Task requirements | Please print each entry below exactly as it stands, but without any pictures.
Task input section start
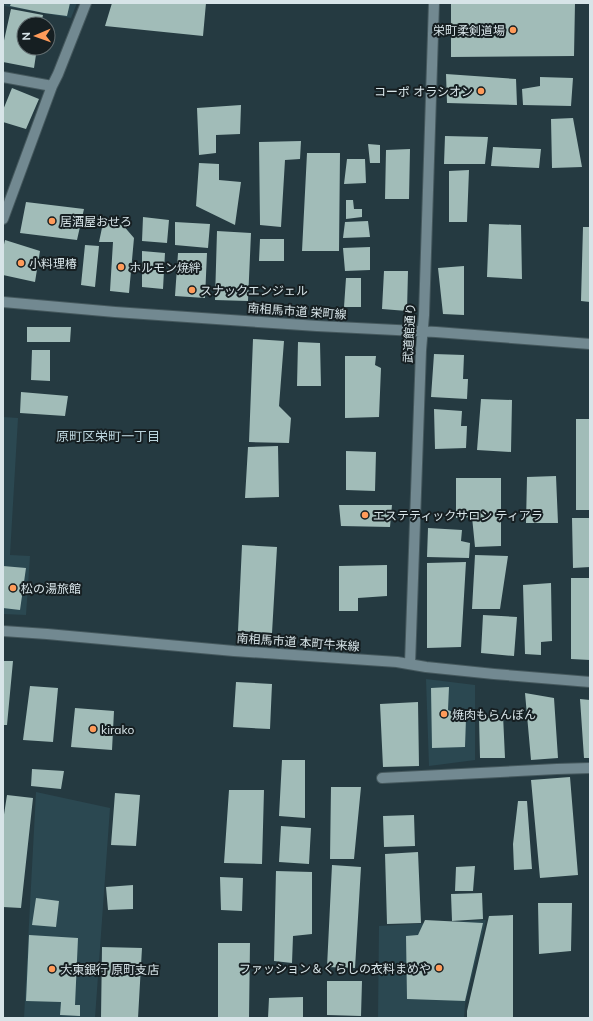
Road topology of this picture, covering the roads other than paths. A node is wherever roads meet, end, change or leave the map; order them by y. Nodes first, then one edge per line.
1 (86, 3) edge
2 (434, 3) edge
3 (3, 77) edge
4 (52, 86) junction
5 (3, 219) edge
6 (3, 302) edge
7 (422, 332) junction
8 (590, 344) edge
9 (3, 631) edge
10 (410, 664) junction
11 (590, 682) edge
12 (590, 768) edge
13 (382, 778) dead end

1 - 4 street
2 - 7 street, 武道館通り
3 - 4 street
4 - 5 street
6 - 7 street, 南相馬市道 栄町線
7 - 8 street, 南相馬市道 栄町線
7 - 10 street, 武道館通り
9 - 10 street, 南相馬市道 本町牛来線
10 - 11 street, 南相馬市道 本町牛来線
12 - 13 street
Task input section end
Response for this exercise |
Road topology of this picture, covering the roads other than paths. A node is wherever roads meet, end, change or leave the map; order them by y. Nodes first, then one edge per line.
1 (86, 3) edge
2 (434, 3) edge
3 (3, 77) edge
4 (52, 86) junction
5 (3, 219) edge
6 (3, 302) edge
7 (422, 332) junction
8 (590, 344) edge
9 (3, 631) edge
10 (410, 664) junction
11 (590, 682) edge
12 (590, 768) edge
13 (382, 778) dead end

1 - 4 street
2 - 7 street, 武道館通り
3 - 4 street
4 - 5 street
6 - 7 street, 南相馬市道 栄町線
7 - 8 street, 南相馬市道 栄町線
7 - 10 street, 武道館通り
9 - 10 street, 南相馬市道 本町牛来線
10 - 11 street, 南相馬市道 本町牛来線
12 - 13 street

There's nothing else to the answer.